• Work instructions:
Show, from the records below, all lines that contain the word "Ranau".

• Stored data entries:

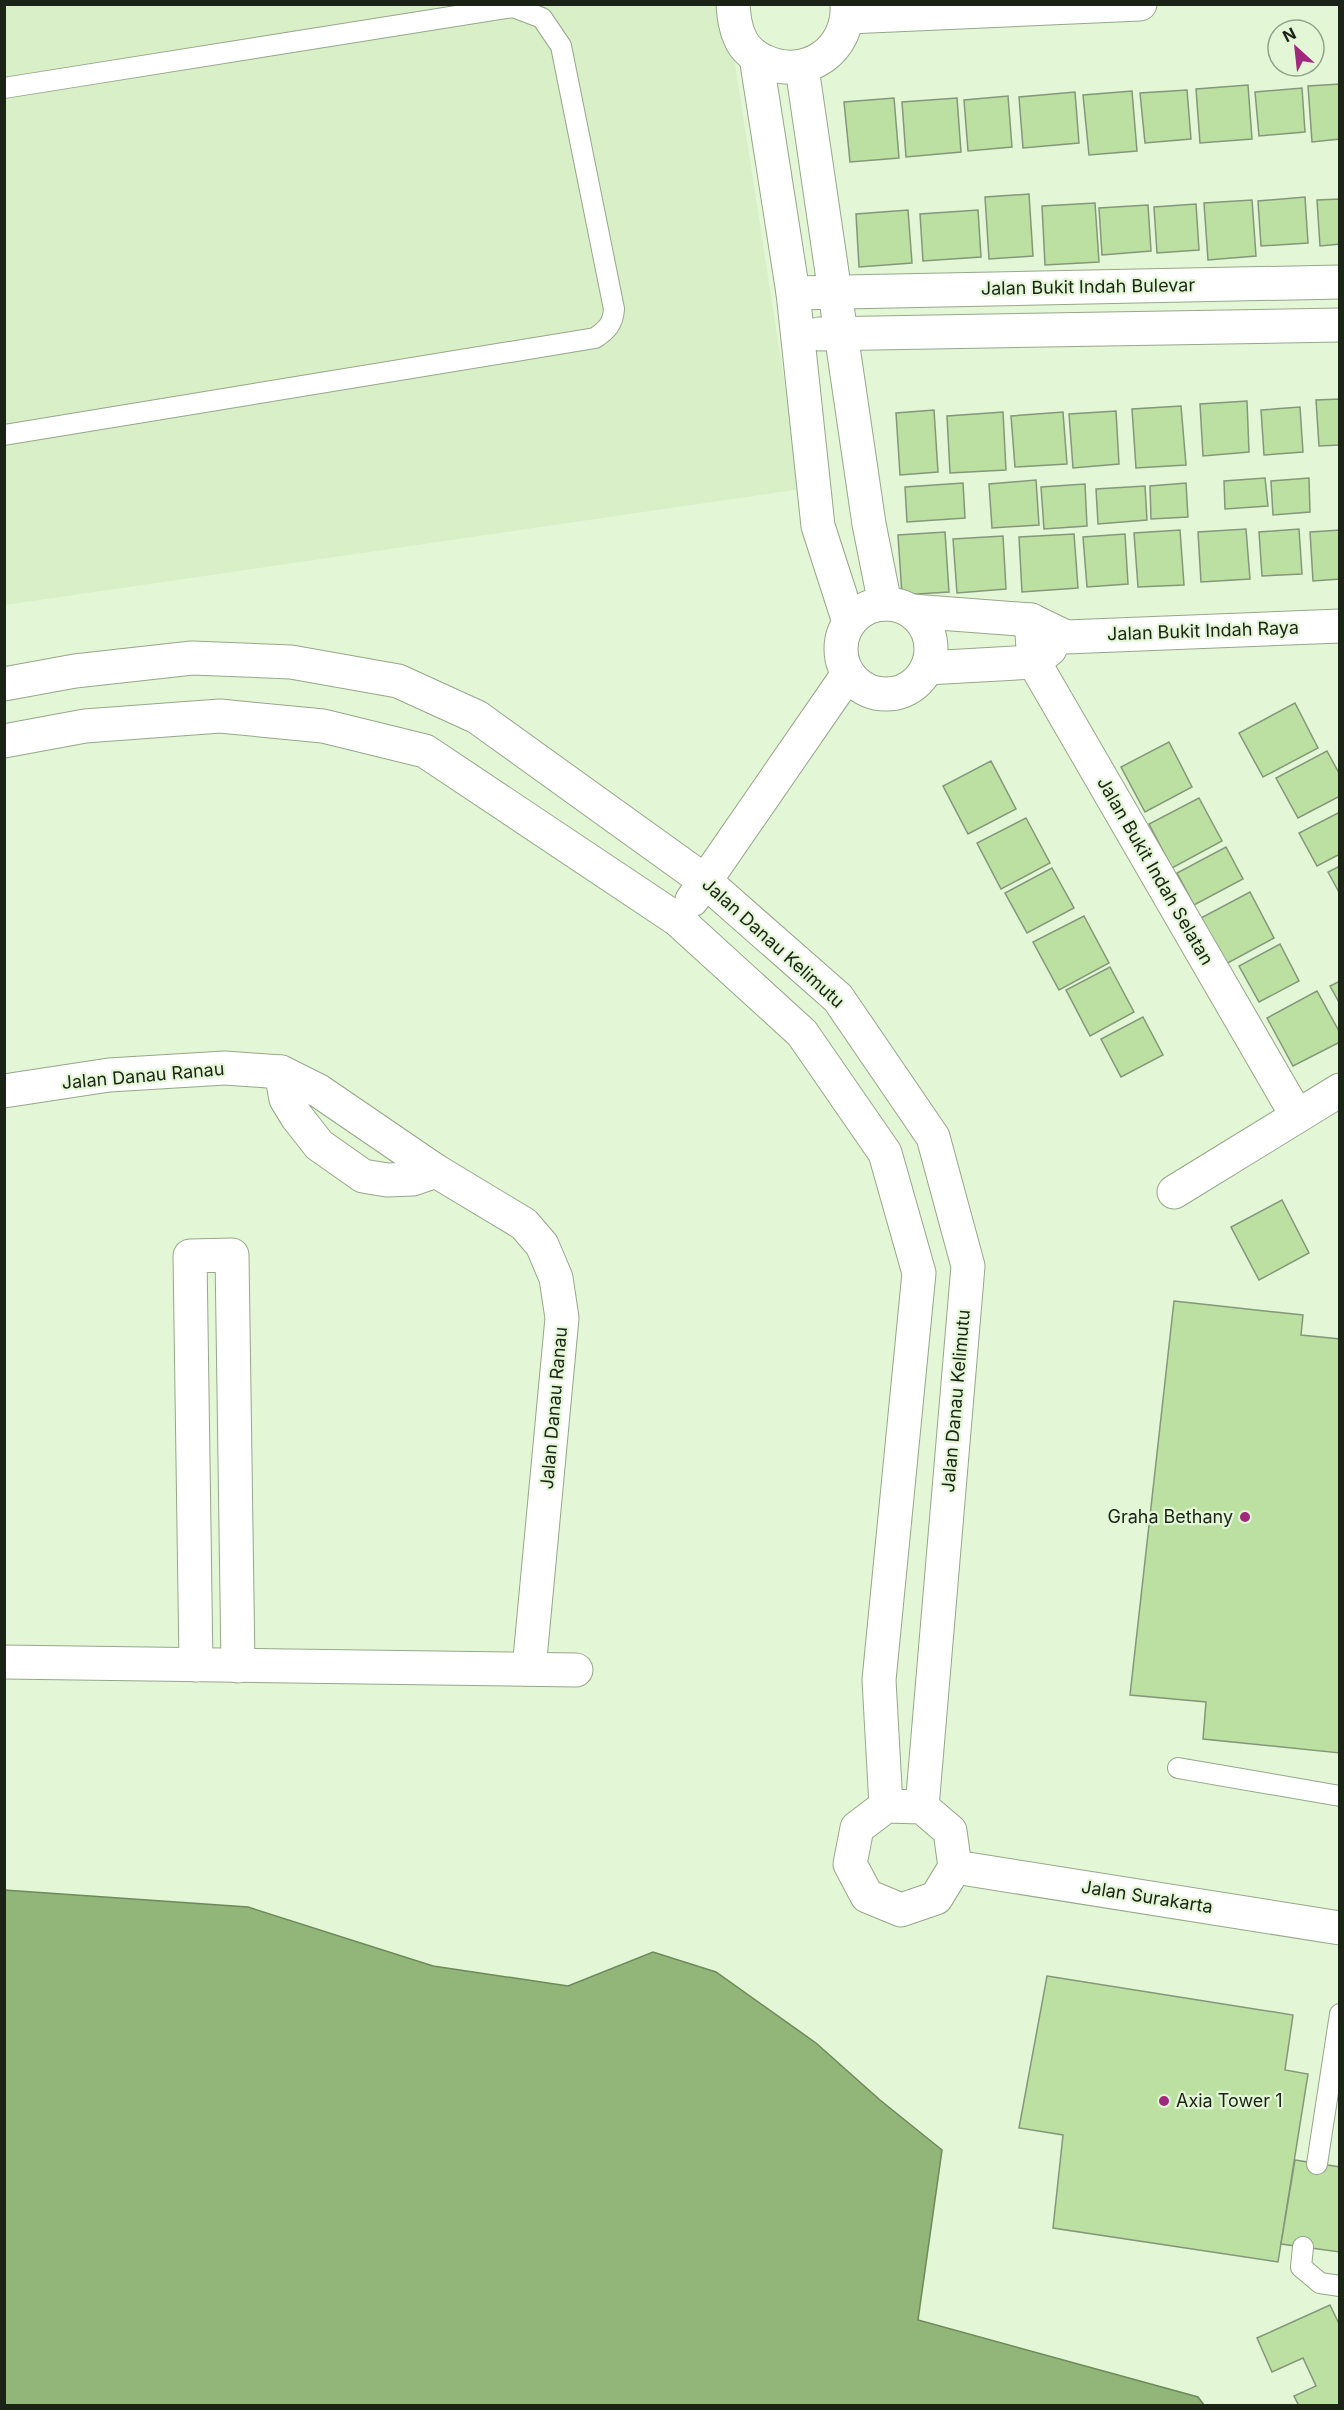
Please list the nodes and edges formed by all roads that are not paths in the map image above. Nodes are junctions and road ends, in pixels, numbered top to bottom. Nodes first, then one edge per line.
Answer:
1 (733, 4) edge
2 (1140, 4) edge
3 (513, 6) edge
4 (847, 11) edge
5 (756, 57) junction
6 (802, 68) junction
7 (4, 88) edge
8 (1340, 282) edge
9 (836, 292) junction
10 (793, 294) junction
11 (1340, 325) edge
12 (841, 334) junction
13 (798, 335) junction
14 (4, 435) edge
15 (898, 608) junction
16 (1031, 620) junction
17 (849, 622) junction
18 (1340, 626) edge
19 (1066, 637) junction
20 (1034, 662) junction
21 (927, 668) junction
22 (848, 674) junction
23 (4, 684) edge
24 (4, 741) edge
25 (705, 881) junction
26 (678, 920) junction
27 (281, 1072) junction
28 (1340, 1090) edge
29 (4, 1091) edge
30 (1297, 1116) junction
31 (436, 1171) junction
32 (1174, 1192) dead end
33 (4, 1662) edge
34 (195, 1665) junction
35 (237, 1666) junction
36 (529, 1669) junction
37 (576, 1670) dead end
38 (1178, 1768) dead end
39 (1340, 1796) edge
40 (886, 1806) junction
41 (922, 1807) junction
42 (955, 1867) junction
43 (1340, 1928) edge
44 (1340, 2014) edge
45 (1317, 2164) dead end
46 (1303, 2247) dead end
47 (1340, 2286) edge

1 - 5 street
2 - 4 street
3 - 7 lane
3 - 14 lane
4 - 6 street
5 - 6 street
5 - 10 street
6 - 9 street
8 - 9 street, Jalan Bukit Indah Bulevar
9 - 10 street, Jalan Bukit Indah Bulevar
9 - 12 street
10 - 13 street
11 - 12 street
12 - 13 street
12 - 15 street
13 - 17 street
15 - 16 street, Jalan Bukit Indah Raya
15 - 17 street
15 - 21 street
16 - 19 street, Jalan Bukit Indah Raya
16 - 20 street, Jalan Bukit Indah Selatan
17 - 22 street
18 - 19 street, Jalan Bukit Indah Raya
19 - 20 street
20 - 21 street
20 - 30 street, Jalan Bukit Indah Selatan
21 - 22 street
22 - 25 street
23 - 25 street, Jalan Danau Kelimutu
24 - 26 street
25 - 26 street
25 - 41 street, Jalan Danau Kelimutu
26 - 40 street
27 - 29 street, Jalan Danau Ranau
27 - 31 street, Jalan Danau Ranau
27 - 31 street
28 - 30 street
30 - 32 street
31 - 36 street, Jalan Danau Ranau
33 - 34 street
34 - 35 street
34 - 35 street
35 - 36 street
36 - 37 street
38 - 39 lane
40 - 41 street
40 - 42 street
41 - 42 street
42 - 43 street, Jalan Surakarta
44 - 45 lane
46 - 47 lane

• Worked solution:
27 - 29 street, Jalan Danau Ranau
27 - 31 street, Jalan Danau Ranau
31 - 36 street, Jalan Danau Ranau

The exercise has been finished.